We turned the corner into the arena and across the street was the stage. All sorts of speakers were stacked on the sides and a semi-transparent black background with swirls of funky colors completed the scene. Ahhh, the Minkin outfits...
We went to the ground and sat down about twenty meters away. The area right next to the stage was empty of chairs and one of my sister's friends brought up the idea of ​​a mosh pit. Hmmm... this guy was a lot of fun and even though he didn't really have much interest in Phish, he loved live music and was thrilled to have a live band, let alone Phish, at his university. Looking back at Spring Tour '93 in the Northeast, that was the point. Phish started making a name for themselves as a fun live act, and as such they launched into the college scene trying to gobble up fans with their good times and good tunes. I think it worked! I remember later hearing complaints about Spring Tour '93 and how many newcomers it brought, "ohh, the 'FEFY' heads." Interestingly, I also heard complaints in 1994, 1995, 1996, 1997, 1998 and 1999. It all depends on who is speaking and who is listening. I, for one, was born into Phish by someone's generosity in sharing magic, and I will be forever grateful for that. I guess that's why I've always had the idea that everyone could hear Phish; If they appreciate it and enjoy it, then that's absolutely great and I'd be very excited!
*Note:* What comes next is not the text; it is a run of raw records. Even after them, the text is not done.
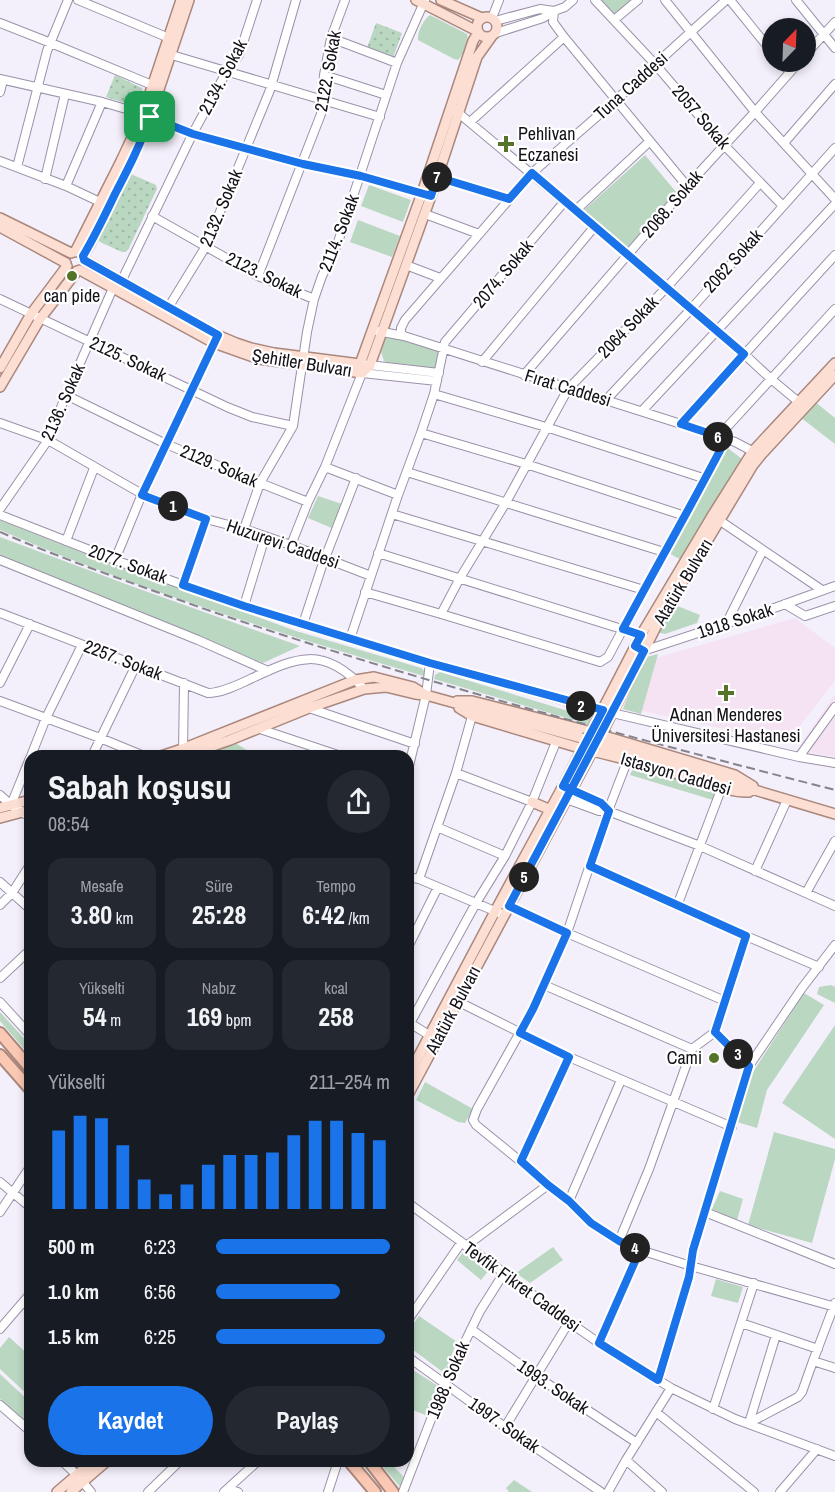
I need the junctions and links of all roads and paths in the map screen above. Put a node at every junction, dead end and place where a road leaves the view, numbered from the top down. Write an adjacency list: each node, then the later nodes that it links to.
1 (68, 0): 30 (street)
2 (78, 0): 27 (street)
3 (181, 0): 27 (main road)
4 (189, 0): 33 (main road)
5 (257, 0): 36 (street, 2134. Sokak)
6 (296, 0): 40 (street, 2132. Sokak)
7 (345, 0): 28 (street, 2122. Sokak)
8 (441, 0): 18 (main road)
9 (499, 0): 18 (street)
10 (573, 0): 17 (street)
11 (595, 0): 19 (street, 2057 Sokak)
12 (638, 0): 19 (street)
13 (664, 0): 23 (street)
14 (728, 0): 23 (street, Tuna Caddesi); 29 (street)
15 (796, 0): 25 (street)
16 (421, 1): 22 (main road); 34 (street, 2114. Sokak)
17 (554, 11): 18 (street); 24 (street); 26 (street)
18 (490, 19): 22 (main road); 24 (main road)
19 (614, 20): 35 (street, 2057 Sokak)
20 (835, 22): 25 (street)
21 (0, 23): 30 (street)
22 (478, 32): 24 (main road); 50 (main road)
23 (691, 32): 35 (street, Tuna Caddesi); 51 (street)
24 (494, 34): 50 (main road)
25 (824, 34): 31 (street); 32 (street)
26 (564, 37): 48 (street); 54 (street)
27 (169, 38): 33 (main road)
28 (331, 38): 34 (street); 38 (street, 2122. Sokak)
29 (762, 40)
30 (51, 43): 42 (street); 43 (street)
31 (816, 43)
32 (835, 48)
33 (168, 54): 36 (street); 42 (main road); 52 (main road)
34 (397, 63): 46 (street, 2114. Sokak)
35 (655, 64): 48 (street, Tuna Caddesi); 58 (street, 2057 Sokak)
36 (226, 71): 40 (street); 55 (street, 2134. Sokak)
37 (789, 72): 51 (street, 2068. Sokak)
38 (324, 75): 46 (street); 47 (street, 2122. Sokak)
39 (2, 80): 43 (street); 44 (street)
40 (272, 84): 47 (street); 59 (street, 2132. Sokak)
41 (835, 84): 57 (street)
42 (152, 85): 52 (main road)
43 (38, 88): 45 (street); 63 (street)
44 (0, 92)
45 (65, 94): 49 (street); 68 (street)
46 (386, 95): 53 (street, 2114. Sokak)
47 (322, 100): 53 (street); 62 (street, 2122. Sokak)
48 (616, 100): 56 (street); 64 (street, Tuna Caddesi)
49 (102, 102): 52 (street); 70 (street)
50 (454, 109): 54 (street); 67 (main road); 72 (main road)
51 (755, 112): 57 (street); 58 (street, 2068. Sokak)
52 (146, 116): 55 (street); 75 (main road); 88 (main road)
53 (380, 117): 66 (street, 2114. Sokak)
54 (470, 122): 64 (street)
55 (193, 134): 59 (street); 80 (street, 2134. Sokak)
56 (650, 141): 71 (street); 78 (street)
57 (784, 143): 65 (street)
58 (724, 145): 69 (street, 2057 Sokak); 71 (street, 2068. Sokak)
59 (247, 148): 62 (street); 85 (street, 2132. Sokak)
60 (835, 148): 65 (street, 2062 Sokak)
61 (0, 160): 63 (street)
62 (303, 164): 66 (street); 91 (street, 2122. Sokak)
63 (17, 167): 68 (street)
64 (532, 173): 73 (street, Tuna Caddesi); 74 (street)
65 (811, 175): 76 (street); 77 (street, 2062 Sokak)
66 (361, 176): 72 (street); 95 (street, 2114. Sokak)
67 (437, 177): 72 (main road); 73 (street)
68 (45, 179): 70 (street)
69 (760, 183): 77 (street, 2057 Sokak); 94 (street, 2064 Sokak)
70 (66, 186): 75 (street)
71 (687, 186): 86 (street, 2068. Sokak)
72 (426, 195): 79 (main road); 102 (main road)
73 (509, 199): 84 (street, Tuna Caddesi)
74 (565, 201): 78 (street); 106 (street, 2074. Sokak)
75 (100, 202): 88 (main road)
76 (835, 202): 101 (street)
77 (783, 206): 98 (street, 2062 Sokak)
78 (576, 210): 82 (street)
79 (425, 214): 84 (street); 90 (main road)
80 (152, 216): 85 (street, 2123. Sokak); 93 (street, 2134. Sokak)
81 (0, 218): 88 (main road, Şehitler Bulvarı)
82 (596, 226): 86 (street); 109 (street)
83 (0, 227): 89 (main road, Şehitler Bulvarı)
84 (479, 234): 92 (street, Tuna Caddesi)
85 (206, 246): 91 (street, 2123. Sokak); 97 (street, 2132. Sokak)
86 (628, 255): 94 (street); 113 (street, 2068. Sokak)
87 (835, 255): 107 (street)
88 (78, 260): 89 (main road, Şehitler Bulvarı); 89 (main road); 93 (main road, Şehitler Bulvarı); 100 (main road)
89 (66, 265): 100 (main road)
90 (406, 265): 92 (street); 102 (main road)
91 (258, 276): 95 (street, 2123. Sokak)
92 (440, 278): 103 (street, Tuna Caddesi)
93 (117, 285): 97 (main road, Şehitler Bulvarı); 104 (main road, Şehitler Bulvarı); 105 (street, 2136. Sokak)
94 (667, 286): 98 (street); 119 (street, 2064 Sokak)
95 (314, 298): 108 (street, 2114. Sokak)
96 (0, 299): 100 (street, 2125. Sokak)
97 (168, 308): 104 (main road, Şehitler Bulvarı)
98 (692, 308): 101 (street); 122 (street, 2062 Sokak)
99 (835, 309): 116 (street)
100 (36, 316): 105 (street, 2125. Sokak); 111 (main road); 117 (main road)
101 (717, 330): 107 (street); 124 (street)
102 (377, 331): 103 (street, Fırat Caddesi); 112 (main road)
103 (404, 336): 106 (street, Fırat Caddesi)
104 (216, 339): 108 (main road, Şehitler Bulvarı); 118 (street)
105 (90, 341): 118 (street, 2125. Sokak); 120 (street, 2136. Sokak)
106 (444, 349): 109 (street, Fırat Caddesi); 115 (street)
107 (744, 354): 116 (street); 126 (street)
108 (303, 360): 112 (main road, Şehitler Bulvarı); 127 (street, 2114. Sokak)
109 (482, 362): 113 (street, Fırat Caddesi)
110 (835, 363): 123 (main road)
111 (0, 367)
112 (364, 368): 115 (street, Şehitler Bulvarı); 135 (street)
113 (524, 375): 119 (street, Fırat Caddesi)
114 (835, 375): 123 (main road)
115 (438, 377): 121 (street)
116 (771, 379): 123 (street); 130 (street)
117 (0, 387)
118 (192, 389): 127 (street, 2125. Sokak); 132 (street)
119 (568, 389): 122 (street, Fırat Caddesi); 128 (street, 2064 Sokak)
120 (66, 394): 131 (street, 2136. Sokak); 132 (street, 2129. Sokak)
121 (434, 394): 128 (street); 129 (street)
122 (606, 400): 124 (street, Fırat Caddesi)
123 (802, 404): 133 (main road, Atatürk Bulvarı)
124 (642, 411): 126 (street, Fırat Caddesi)
125 (0, 423): 131 (street, Huzurevi Caddesi)
126 (681, 424): 130 (street, Fırat Caddesi)
127 (293, 426): 140 (street)
128 (546, 427): 134 (street, 2064 Sokak); 139 (street)
129 (421, 433): 134 (street); 137 (street)
130 (722, 438): 133 (street, Fırat Caddesi); 139 (street)
131 (48, 440): 136 (street, Huzurevi Caddesi); 145 (street, 2136. Sokak)
132 (166, 444): 140 (street, 2129. Sokak); 141 (street)
133 (757, 453): 149 (main road, Atatürk Bulvarı)
134 (526, 464): 144 (street, 2064 Sokak); 148 (street)
135 (325, 466): 138 (street); 143 (street)
136 (94, 468): 141 (street, Huzurevi Caddesi); 153 (street)
137 (407, 472): 142 (street); 144 (street)
138 (356, 478): 142 (street); 159 (street)
139 (706, 478): 148 (street)
140 (260, 483): 143 (street, 2129. Sokak); 151 (street)
141 (142, 495): 150 (street, Huzurevi Caddesi); 161 (street)
142 (398, 495): 146 (street)
143 (308, 502): 155 (street)
144 (505, 504): 154 (street, 2064 Sokak); 157 (street)
145 (0, 509)
146 (392, 514): 154 (street); 158 (street)
147 (0, 515): 153 (street, 2077. Sokak)
148 (685, 516): 157 (street)
149 (716, 518): 156 (street); 178 (main road, Atatürk Bulvarı); 181 (main road, Atatürk Bulvarı)
150 (206, 519): 151 (street, Huzurevi Caddesi); 164 (street)
151 (244, 530): 152 (street, Huzurevi Caddesi)
152 (265, 537): 155 (street, Huzurevi Caddesi); 170 (street)
153 (66, 541): 161 (street, 2077. Sokak)
154 (483, 541): 163 (street, 2064 Sokak); 166 (street)
155 (291, 545): 159 (street, Huzurevi Caddesi)
156 (763, 550): 167 (street); 176 (street)
157 (664, 552): 166 (street)
158 (378, 554): 162 (street); 163 (street)
159 (325, 558): 162 (street, Huzurevi Caddesi); 175 (street)
160 (0, 560): 184 (street)
161 (115, 560): 164 (street, 2077. Sokak)
162 (371, 576): 168 (street)
163 (460, 578): 173 (street, 2064 Sokak); 177 (street)
164 (183, 585): 170 (street, 2077. Sokak)
165 (835, 586): 167 (street, 1918 Sokak)
166 (644, 590): 177 (street)
167 (822, 590): 169 (street, 1918 Sokak)
168 (365, 592): 173 (street); 179 (street)
169 (785, 604): 171 (street); 176 (street, 1918 Sokak)
170 (244, 606): 175 (street, 2077. Sokak)
171 (835, 606)
172 (0, 613): 174 (street, 2257. Sokak)
173 (441, 614): 177 (street)
174 (30, 624): 180 (street, 2257. Sokak); 186 (street)
175 (303, 624): 179 (street, 2077. Sokak)
176 (726, 624): 181 (street, 1918 Sokak)
177 (623, 629): 178 (street)
178 (641, 635): 181 (main road, Atatürk Bulvarı)
179 (350, 639): 182 (street, 2077. Sokak)
180 (82, 645): 183 (street, 2257. Sokak); 196 (street)
181 (639, 649): 194 (main road, Atatürk Bulvarı)
182 (430, 663): 189 (street); 194 (street, 2077. Sokak)
183 (136, 665): 187 (street, 2257. Sokak); 199 (street)
184 (268, 671): 185 (street, 2257. Sokak); 187 (street, 2257. Sokak)
185 (355, 680): 188 (street, 2257. Sokak); 189 (main road); 206 (main road)
186 (0, 683)
187 (184, 683): 205 (street)
188 (364, 689): 189 (main road); 193 (main road)
189 (426, 695): 191 (main road); 201 (street)
190 (0, 701): 196 (street)
191 (449, 702): 195 (main road, Istasyon Caddesi); 198 (main road, bridge); 198 (main road)
192 (835, 707): 211 (street)
193 (309, 708): 197 (main road); 201 (street)
194 (607, 711): 198 (main road, Atatürk Bulvarı); 211 (street, 2077. Sokak)
195 (472, 716): 200 (main road, Istasyon Caddesi); 215 (street)
196 (46, 718): 199 (street); 202 (street)
197 (260, 729): 207 (main road); 208 (street)
198 (598, 737): 210 (main road, Atatürk Bulvarı); 218 (main road)
199 (100, 738): 203 (street); 204 (street)
200 (556, 742): 210 (main road, Istasyon Caddesi); 223 (street)
201 (415, 744): 209 (street)
202 (33, 750)
203 (95, 750)
204 (129, 750)
205 (183, 750)
206 (192, 750)
207 (195, 750)
208 (322, 750)
209 (413, 750)
210 (588, 750): 212 (main road, Istasyon Caddesi); 217 (main road, Atatürk Bulvarı)
211 (799, 757): 213 (street, 2077. Sokak)
212 (628, 759): 216 (main road, Istasyon Caddesi); 227 (street)
213 (835, 763)
214 (24, 772): 224 (street)
215 (456, 773): 223 (street); 232 (street)
216 (722, 787): 218 (main road, Istasyon Caddesi); 234 (street)
217 (567, 788): 220 (main road, Atatürk Bulvarı); 227 (street)
218 (760, 791): 221 (main road)
219 (0, 795): 224 (street)
220 (562, 798): 226 (main road); 227 (street); 250 (main road, Atatürk Bulvarı)
221 (787, 800): 230 (main road); 237 (street)
222 (24, 802): 224 (main road)
223 (532, 802): 226 (main road); 235 (street)
224 (11, 805): 225 (main road); 228 (street)
225 (0, 808)
226 (551, 810): 250 (main road)
227 (609, 811): 234 (street); 236 (street)
228 (24, 812)
229 (24, 814): 231 (main road)
230 (835, 814)
231 (0, 818)
232 (437, 827): 235 (street); 240 (street)
233 (835, 841): 244 (street)
234 (700, 846): 237 (street); 248 (street)
235 (505, 856): 245 (street)
236 (590, 866): 248 (street); 251 (street)
237 (755, 871): 244 (street)
238 (24, 874): 243 (street)
239 (414, 878): 240 (street)
240 (419, 879): 242 (street)
241 (0, 882): 243 (street)
242 (438, 887): 245 (street); 252 (street)
243 (12, 893): 246 (street); 247 (street)
244 (806, 893): 249 (street)
245 (476, 903): 250 (street); 262 (street)
246 (24, 904)
247 (0, 905)
248 (677, 906): 253 (street)
249 (835, 906)
250 (502, 908): 251 (street); 259 (main road, Atatürk Bulvarı)
251 (567, 933): 258 (street); 260 (street)
252 (414, 935)
253 (746, 936): 256 (street); 260 (street)
254 (835, 945): 256 (street)
255 (24, 956): 257 (street)
256 (819, 966): 274 (street)
257 (0, 978)
258 (544, 985): 267 (street); 269 (street)
259 (453, 999): 267 (street); 268 (main road, Atatürk Bulvarı); 277 (main road, Atatürk Bulvarı)
260 (725, 1001): 265 (street)
261 (0, 1002): 263 (street)
262 (414, 1015)
263 (24, 1026)
264 (414, 1027): 268 (street)
265 (715, 1032): 269 (street); 274 (street)
266 (0, 1033): 272 (highway)
267 (520, 1033): 271 (street); 280 (street)
268 (429, 1035): 273 (main road, Atatürk Bulvarı)
269 (692, 1049): 278 (street)
270 (0, 1055): 276 (highway)
271 (569, 1057): 275 (street); 280 (street)
272 (24, 1061)
273 (414, 1064)
274 (749, 1066): 279 (street)
275 (621, 1080): 278 (street); 285 (street)
276 (24, 1082)
277 (414, 1082)
278 (673, 1102): 279 (street); 290 (street)
279 (732, 1127): 289 (street)
280 (521, 1161): 283 (street)
281 (24, 1176): 284 (street)
282 (0, 1182): 284 (street)
283 (548, 1185): 285 (street); 291 (street)
284 (13, 1192): 286 (street); 288 (street)
285 (569, 1201): 290 (street)
286 (24, 1202)
287 (414, 1207): 291 (street, Tevfik Fikret Caddesi)
288 (0, 1212)
289 (705, 1212): 293 (street); 294 (street)
290 (619, 1241): 292 (street)
291 (464, 1244): 295 (street, Tevfik Fikret Caddesi); 299 (street)
292 (640, 1250): 294 (street); 305 (street)
293 (835, 1264)
294 (691, 1266): 296 (street); 311 (street)
295 (504, 1273): 300 (street, Tevfik Fikret Caddesi); 303 (street, 1988. Sokak)
296 (754, 1283): 298 (street); 301 (street)
297 (23, 1302): 302 (street)
298 (834, 1306): 306 (street)
299 (414, 1312)
300 (569, 1322): 305 (street, Tevfik Fikret Caddesi); 310 (street)
301 (741, 1323): 304 (street); 315 (street)
302 (0, 1329)
303 (471, 1329): 310 (street, 1993. Sokak); 312 (street, 1988. Sokak)
304 (776, 1335): 306 (street); 317 (street)
305 (599, 1343): 311 (street, Tevfik Fikret Caddesi)
306 (818, 1349): 308 (street)
307 (414, 1361): 312 (street, 1997. Sokak)
308 (813, 1361): 309 (street); 317 (street)
309 (835, 1368)
310 (536, 1376): 319 (street); 320 (street, 1993. Sokak)
311 (658, 1380): 313 (street, Tevfik Fikret Caddesi)
312 (445, 1383): 319 (street, 1997. Sokak); 324 (street, 1988. Sokak)
313 (671, 1388): 315 (street, Tevfik Fikret Caddesi); 316 (street)
314 (0, 1405): 318 (street)
315 (713, 1409): 317 (street, Tevfik Fikret Caddesi)
316 (656, 1412): 320 (street); 348 (street)
317 (749, 1424): 321 (street, Tevfik Fikret Caddesi)
318 (24, 1425)
319 (505, 1427): 345 (street, 1997. Sokak)
320 (637, 1443): 323 (street)
321 (817, 1449): 322 (street, Tevfik Fikret Caddesi); 349 (street)
322 (835, 1456)
323 (626, 1460): 346 (street); 347 (street)
324 (414, 1463)
325 (68, 1467): 334 (street)
326 (88, 1467): 334 (main road)
327 (97, 1467): 334 (main road)
328 (174, 1467): 339 (street)
329 (251, 1467): 335 (street)
330 (336, 1467): 341 (street)
331 (354, 1467): 342 (highway)
332 (374, 1467): 343 (highway)
333 (413, 1467): 344 (street, 1988. Sokak)
334 (79, 1478): 336 (main road); 337 (main road); 338 (street)
335 (226, 1490): 340 (street)
336 (57, 1492)
337 (70, 1492)
338 (91, 1492)
339 (148, 1492)
340 (238, 1492)
341 (328, 1492)
342 (375, 1492)
343 (393, 1492)
344 (403, 1492)
345 (601, 1492)
346 (608, 1492)
347 (662, 1492)
348 (754, 1492)
349 (780, 1492)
Finally, the area in front of the stage filled up, as did the seats around us. The floor was littered with corpses, as were the seats in the arena, and a few people occupied the rest of the room. The lights in the arena dimmed and I got my first glimpse of the band as they came up on stage and took up their positions. Page made his line the wing, which I didn't realize at the time was new to this tour. Fishman jumped at his old battery with the Phish decal upside down. Mike and Trey rushed in and seemed to sway back and forth a bit, eager to get going and get away from all these people. Since then I have seen these types of events many times and never lost that initial buzz of not knowing what was coming or going.
The opener "Chalk Dust" rumbled and I was literally blown away by how loud and energetic it was. It was crazy how different it was to live, not just live on a bunch of old tapes, but live in person! Honestly, it took a bit of getting used to.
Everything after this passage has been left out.